* **TRY IT**
Take the material below from its first line through the line containing "font-size:16px; font-style:normal; color:#757577" and, please, write those lines again exactly.

* **GIVEN DATA**

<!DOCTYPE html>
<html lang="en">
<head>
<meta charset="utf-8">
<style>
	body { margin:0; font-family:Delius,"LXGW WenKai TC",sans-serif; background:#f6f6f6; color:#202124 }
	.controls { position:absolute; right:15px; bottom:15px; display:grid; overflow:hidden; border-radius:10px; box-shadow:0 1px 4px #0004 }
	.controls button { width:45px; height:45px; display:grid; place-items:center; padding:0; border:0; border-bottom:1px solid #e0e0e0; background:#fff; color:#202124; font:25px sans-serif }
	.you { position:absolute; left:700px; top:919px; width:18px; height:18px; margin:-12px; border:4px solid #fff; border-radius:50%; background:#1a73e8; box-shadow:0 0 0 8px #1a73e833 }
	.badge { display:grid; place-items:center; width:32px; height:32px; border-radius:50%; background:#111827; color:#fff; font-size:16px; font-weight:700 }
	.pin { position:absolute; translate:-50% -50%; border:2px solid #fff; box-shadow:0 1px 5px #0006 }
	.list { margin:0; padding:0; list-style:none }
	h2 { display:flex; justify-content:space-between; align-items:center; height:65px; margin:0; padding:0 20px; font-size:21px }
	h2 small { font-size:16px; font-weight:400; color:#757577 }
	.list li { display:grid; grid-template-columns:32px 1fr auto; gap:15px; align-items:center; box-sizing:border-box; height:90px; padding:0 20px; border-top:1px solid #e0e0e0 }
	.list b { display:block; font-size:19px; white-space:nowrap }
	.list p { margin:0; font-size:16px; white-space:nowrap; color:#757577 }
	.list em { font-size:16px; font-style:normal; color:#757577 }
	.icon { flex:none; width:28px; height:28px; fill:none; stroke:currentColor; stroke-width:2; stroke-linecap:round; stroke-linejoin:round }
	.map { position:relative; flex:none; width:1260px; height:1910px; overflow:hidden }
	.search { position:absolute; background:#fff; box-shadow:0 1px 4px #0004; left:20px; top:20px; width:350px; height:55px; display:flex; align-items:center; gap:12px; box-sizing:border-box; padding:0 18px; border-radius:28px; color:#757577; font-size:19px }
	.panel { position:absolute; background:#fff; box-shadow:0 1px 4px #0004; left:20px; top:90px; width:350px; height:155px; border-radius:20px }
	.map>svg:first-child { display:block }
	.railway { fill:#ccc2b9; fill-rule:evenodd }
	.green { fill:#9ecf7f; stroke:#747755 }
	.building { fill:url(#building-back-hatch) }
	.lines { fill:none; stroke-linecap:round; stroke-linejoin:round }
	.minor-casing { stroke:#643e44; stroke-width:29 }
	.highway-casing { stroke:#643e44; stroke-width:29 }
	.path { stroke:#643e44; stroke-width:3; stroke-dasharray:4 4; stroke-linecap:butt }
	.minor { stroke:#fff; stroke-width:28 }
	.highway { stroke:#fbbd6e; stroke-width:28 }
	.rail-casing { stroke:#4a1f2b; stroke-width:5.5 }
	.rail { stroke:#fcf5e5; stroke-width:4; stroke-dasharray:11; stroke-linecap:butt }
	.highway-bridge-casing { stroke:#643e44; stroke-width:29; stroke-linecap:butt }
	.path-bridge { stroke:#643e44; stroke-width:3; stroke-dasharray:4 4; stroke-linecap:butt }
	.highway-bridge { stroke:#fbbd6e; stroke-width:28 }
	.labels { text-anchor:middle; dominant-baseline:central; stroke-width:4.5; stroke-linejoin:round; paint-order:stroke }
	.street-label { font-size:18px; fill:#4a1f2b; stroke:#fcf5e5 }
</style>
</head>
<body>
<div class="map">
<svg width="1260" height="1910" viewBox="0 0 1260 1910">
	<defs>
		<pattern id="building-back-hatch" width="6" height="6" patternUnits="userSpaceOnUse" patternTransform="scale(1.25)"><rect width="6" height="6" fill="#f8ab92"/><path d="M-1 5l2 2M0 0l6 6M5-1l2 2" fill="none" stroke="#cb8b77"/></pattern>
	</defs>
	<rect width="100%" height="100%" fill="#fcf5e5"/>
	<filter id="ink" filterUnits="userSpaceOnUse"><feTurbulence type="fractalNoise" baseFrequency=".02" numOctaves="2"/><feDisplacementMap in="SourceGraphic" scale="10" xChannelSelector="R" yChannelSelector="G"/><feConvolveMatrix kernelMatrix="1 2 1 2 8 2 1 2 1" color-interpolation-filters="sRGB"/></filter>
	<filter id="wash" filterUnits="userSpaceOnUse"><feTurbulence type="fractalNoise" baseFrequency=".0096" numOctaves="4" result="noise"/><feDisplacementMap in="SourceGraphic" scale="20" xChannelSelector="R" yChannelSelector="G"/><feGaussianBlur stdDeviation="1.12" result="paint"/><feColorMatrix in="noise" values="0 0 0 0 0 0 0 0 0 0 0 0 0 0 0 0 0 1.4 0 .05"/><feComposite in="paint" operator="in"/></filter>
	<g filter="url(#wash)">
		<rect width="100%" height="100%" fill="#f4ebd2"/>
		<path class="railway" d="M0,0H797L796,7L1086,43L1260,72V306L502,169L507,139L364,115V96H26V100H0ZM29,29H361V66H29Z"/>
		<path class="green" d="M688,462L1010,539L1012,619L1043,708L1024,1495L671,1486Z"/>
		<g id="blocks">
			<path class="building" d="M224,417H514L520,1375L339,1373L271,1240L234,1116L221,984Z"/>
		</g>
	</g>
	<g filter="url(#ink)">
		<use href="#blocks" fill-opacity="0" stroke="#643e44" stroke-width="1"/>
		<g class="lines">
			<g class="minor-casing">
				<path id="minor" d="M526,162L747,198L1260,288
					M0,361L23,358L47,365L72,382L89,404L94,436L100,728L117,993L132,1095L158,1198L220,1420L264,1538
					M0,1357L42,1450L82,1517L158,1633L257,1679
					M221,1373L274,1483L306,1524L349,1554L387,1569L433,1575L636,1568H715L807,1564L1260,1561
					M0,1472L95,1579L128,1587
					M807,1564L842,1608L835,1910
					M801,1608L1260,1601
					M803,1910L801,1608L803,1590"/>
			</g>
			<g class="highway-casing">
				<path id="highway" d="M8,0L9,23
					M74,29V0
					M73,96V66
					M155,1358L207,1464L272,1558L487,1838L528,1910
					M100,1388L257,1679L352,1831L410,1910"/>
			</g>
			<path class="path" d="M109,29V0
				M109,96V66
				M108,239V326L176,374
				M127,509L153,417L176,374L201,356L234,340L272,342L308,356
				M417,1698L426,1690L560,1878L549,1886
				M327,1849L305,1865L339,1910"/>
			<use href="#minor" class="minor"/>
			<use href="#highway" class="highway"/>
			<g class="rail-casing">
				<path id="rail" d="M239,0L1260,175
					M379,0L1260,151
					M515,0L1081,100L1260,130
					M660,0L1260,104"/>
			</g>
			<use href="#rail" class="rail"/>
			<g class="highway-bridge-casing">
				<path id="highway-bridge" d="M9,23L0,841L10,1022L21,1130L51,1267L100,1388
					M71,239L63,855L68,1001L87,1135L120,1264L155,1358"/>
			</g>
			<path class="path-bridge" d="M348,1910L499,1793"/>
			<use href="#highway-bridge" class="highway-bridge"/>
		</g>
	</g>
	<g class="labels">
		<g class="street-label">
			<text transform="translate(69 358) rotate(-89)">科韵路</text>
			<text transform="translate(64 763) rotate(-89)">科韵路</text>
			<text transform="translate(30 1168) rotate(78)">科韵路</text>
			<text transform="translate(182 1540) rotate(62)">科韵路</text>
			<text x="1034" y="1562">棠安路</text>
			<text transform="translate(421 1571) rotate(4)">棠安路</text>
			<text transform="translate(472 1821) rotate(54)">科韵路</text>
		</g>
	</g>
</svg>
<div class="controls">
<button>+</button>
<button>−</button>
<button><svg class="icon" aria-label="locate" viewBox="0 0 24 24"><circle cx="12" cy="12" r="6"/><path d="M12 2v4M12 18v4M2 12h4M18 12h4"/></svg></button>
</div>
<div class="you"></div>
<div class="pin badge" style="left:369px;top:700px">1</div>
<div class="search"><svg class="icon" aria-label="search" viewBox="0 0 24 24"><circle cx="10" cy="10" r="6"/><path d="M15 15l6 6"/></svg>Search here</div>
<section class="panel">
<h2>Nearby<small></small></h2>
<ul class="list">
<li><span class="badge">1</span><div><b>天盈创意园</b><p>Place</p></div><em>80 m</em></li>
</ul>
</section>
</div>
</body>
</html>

* **REPLY**
<!DOCTYPE html>
<html lang="en">
<head>
<meta charset="utf-8">
<style>
	body { margin:0; font-family:Delius,"LXGW WenKai TC",sans-serif; background:#f6f6f6; color:#202124 }
	.controls { position:absolute; right:15px; bottom:15px; display:grid; overflow:hidden; border-radius:10px; box-shadow:0 1px 4px #0004 }
	.controls button { width:45px; height:45px; display:grid; place-items:center; padding:0; border:0; border-bottom:1px solid #e0e0e0; background:#fff; color:#202124; font:25px sans-serif }
	.you { position:absolute; left:700px; top:919px; width:18px; height:18px; margin:-12px; border:4px solid #fff; border-radius:50%; background:#1a73e8; box-shadow:0 0 0 8px #1a73e833 }
	.badge { display:grid; place-items:center; width:32px; height:32px; border-radius:50%; background:#111827; color:#fff; font-size:16px; font-weight:700 }
	.pin { position:absolute; translate:-50% -50%; border:2px solid #fff; box-shadow:0 1px 5px #0006 }
	.list { margin:0; padding:0; list-style:none }
	h2 { display:flex; justify-content:space-between; align-items:center; height:65px; margin:0; padding:0 20px; font-size:21px }
	h2 small { font-size:16px; font-weight:400; color:#757577 }
	.list li { display:grid; grid-template-columns:32px 1fr auto; gap:15px; align-items:center; box-sizing:border-box; height:90px; padding:0 20px; border-top:1px solid #e0e0e0 }
	.list b { display:block; font-size:19px; white-space:nowrap }
	.list p { margin:0; font-size:16px; white-space:nowrap; color:#757577 }
	.list em { font-size:16px; font-style:normal; color:#757577 }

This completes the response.